R: His room, the master bedroom, is a problem. It's the one room in the house that is totally not decorated. It has paint swatches all over it from when I couldn't decide, hand me down furniture, no duvet cover. And my husband keeps weird things in his nightstand like loose pills of Tylenol pm and a wrap for his knee. There are Amazon boxes all over the floor It lacks serenity or sex appeal. I think it's a place in purgatory, not his space or our space, just a place he happens to sleep where his clothes are in a dresser. On my list of "Things I will do one day when I have time" are making this room beautiful, but I just don't know who I am making it beautiful for - him, me or us.
Is there anything you do miss? What do you love most about sleeping alone?
K: I do miss being able to stretch out my foot to gently touch his leg as I’m trying to fall asleep because it does wonders for calming the ol’ mental hamster wheel.
R: I do miss laughing in bed right before sleep. And I miss cuddling. And I miss waking up and stretching and making weird noises and laughing again.
What do you not miss about sleeping together?

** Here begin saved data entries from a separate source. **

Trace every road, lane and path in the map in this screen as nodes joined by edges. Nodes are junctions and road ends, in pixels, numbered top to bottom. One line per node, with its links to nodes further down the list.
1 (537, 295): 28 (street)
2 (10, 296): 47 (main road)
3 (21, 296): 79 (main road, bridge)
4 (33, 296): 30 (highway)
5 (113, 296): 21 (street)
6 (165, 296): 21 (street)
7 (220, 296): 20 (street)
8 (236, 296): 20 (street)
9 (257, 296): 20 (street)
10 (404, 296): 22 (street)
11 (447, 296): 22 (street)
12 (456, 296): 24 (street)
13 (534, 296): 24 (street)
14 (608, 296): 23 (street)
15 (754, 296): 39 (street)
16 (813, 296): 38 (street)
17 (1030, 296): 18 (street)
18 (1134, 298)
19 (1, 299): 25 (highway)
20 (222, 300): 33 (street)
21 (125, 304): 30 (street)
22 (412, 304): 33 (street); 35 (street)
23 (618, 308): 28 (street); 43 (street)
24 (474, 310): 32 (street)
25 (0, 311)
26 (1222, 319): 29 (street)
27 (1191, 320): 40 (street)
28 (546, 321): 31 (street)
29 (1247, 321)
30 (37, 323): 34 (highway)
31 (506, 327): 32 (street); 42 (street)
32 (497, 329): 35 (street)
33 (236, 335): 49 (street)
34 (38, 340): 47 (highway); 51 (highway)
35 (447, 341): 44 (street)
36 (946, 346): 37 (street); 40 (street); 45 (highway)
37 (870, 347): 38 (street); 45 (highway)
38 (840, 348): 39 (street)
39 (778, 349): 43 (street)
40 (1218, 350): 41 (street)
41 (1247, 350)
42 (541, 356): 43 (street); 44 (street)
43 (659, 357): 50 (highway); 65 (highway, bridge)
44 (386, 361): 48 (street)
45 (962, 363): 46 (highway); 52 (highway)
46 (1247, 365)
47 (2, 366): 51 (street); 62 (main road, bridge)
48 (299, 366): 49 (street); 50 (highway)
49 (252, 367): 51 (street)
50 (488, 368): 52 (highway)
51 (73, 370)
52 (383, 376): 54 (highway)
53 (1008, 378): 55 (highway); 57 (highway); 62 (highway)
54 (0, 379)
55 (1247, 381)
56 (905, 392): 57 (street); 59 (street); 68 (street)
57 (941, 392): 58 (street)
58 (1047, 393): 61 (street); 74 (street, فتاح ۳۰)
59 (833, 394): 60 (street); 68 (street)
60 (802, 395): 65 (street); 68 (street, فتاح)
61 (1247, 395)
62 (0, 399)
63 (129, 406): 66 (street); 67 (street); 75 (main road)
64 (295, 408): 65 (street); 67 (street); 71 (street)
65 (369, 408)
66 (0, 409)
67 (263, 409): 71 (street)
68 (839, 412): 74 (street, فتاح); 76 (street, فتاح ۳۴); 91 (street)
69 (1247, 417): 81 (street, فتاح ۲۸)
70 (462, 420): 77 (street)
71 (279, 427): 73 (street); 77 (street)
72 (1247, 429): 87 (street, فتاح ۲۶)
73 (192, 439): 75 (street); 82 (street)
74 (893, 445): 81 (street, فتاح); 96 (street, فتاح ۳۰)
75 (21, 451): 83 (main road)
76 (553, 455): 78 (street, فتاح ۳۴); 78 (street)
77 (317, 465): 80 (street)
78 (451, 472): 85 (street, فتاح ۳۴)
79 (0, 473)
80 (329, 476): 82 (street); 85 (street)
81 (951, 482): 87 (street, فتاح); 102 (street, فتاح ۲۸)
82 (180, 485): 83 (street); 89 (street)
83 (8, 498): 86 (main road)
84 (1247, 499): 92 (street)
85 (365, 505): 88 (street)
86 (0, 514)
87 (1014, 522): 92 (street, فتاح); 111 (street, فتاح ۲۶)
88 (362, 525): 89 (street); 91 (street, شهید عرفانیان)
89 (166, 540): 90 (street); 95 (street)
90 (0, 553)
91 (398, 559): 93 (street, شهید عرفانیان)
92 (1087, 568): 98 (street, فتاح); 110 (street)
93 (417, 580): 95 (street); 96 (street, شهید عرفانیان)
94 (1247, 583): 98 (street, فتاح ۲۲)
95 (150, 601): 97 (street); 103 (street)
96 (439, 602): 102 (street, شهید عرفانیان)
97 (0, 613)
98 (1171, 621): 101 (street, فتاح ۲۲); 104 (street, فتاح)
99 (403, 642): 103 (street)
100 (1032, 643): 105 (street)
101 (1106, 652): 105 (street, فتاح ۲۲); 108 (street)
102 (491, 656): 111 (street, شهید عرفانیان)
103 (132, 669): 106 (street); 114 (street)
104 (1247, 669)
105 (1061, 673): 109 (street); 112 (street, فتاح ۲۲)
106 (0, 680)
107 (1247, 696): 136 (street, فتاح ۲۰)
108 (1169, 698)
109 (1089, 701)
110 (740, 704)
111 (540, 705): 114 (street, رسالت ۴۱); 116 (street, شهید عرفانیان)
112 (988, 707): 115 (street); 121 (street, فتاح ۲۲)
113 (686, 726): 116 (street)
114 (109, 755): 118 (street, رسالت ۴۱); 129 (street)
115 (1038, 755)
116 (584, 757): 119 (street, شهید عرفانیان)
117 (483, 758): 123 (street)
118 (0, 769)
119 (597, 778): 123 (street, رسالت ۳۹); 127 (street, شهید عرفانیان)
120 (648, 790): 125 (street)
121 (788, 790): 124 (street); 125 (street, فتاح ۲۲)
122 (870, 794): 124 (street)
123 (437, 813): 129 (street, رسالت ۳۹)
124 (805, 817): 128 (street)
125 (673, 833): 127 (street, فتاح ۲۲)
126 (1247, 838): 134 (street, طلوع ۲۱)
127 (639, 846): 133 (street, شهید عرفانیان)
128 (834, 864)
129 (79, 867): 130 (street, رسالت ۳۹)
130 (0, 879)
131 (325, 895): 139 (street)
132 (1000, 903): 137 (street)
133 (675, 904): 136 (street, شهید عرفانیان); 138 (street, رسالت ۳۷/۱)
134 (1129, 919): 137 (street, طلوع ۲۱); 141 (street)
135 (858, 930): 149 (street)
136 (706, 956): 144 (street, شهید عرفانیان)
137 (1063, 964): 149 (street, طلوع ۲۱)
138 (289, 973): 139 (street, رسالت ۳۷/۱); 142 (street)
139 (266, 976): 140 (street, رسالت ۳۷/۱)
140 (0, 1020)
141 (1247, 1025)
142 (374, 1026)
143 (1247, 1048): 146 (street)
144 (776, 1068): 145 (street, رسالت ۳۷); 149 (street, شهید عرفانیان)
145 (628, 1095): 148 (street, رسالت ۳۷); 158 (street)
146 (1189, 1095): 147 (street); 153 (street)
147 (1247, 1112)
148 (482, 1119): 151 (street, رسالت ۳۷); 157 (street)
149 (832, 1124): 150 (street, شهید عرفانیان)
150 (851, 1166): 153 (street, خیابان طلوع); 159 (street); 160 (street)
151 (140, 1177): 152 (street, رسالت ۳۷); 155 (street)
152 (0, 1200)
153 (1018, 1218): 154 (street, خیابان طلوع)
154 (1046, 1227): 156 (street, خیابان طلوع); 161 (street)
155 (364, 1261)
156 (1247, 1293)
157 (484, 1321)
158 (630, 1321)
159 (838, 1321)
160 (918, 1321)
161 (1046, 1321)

R: I do not miss that point in the middle of the night when it's cold and you have to get up and set up shop all over again on the couch. It's nice to go to sleep one place and wake up in that one place. Not be a wandering Jew. I also don't miss waking up and wanting to toss and turn and being worried that you'll wake someone up. And I don't miss going to bed feeling like you love someone but waking up feeling like you hate them because their body is too warm and their nose is making terrible noises.
And what I love most about sleeping alone is just the moments when I'm fully myself. Like the whole world is asleep, and I'm all alone and it's not a scary feeling - it's totally liberating.
K: Not gonna lie, I love to be able to starfish. And to get a good night’s sleep.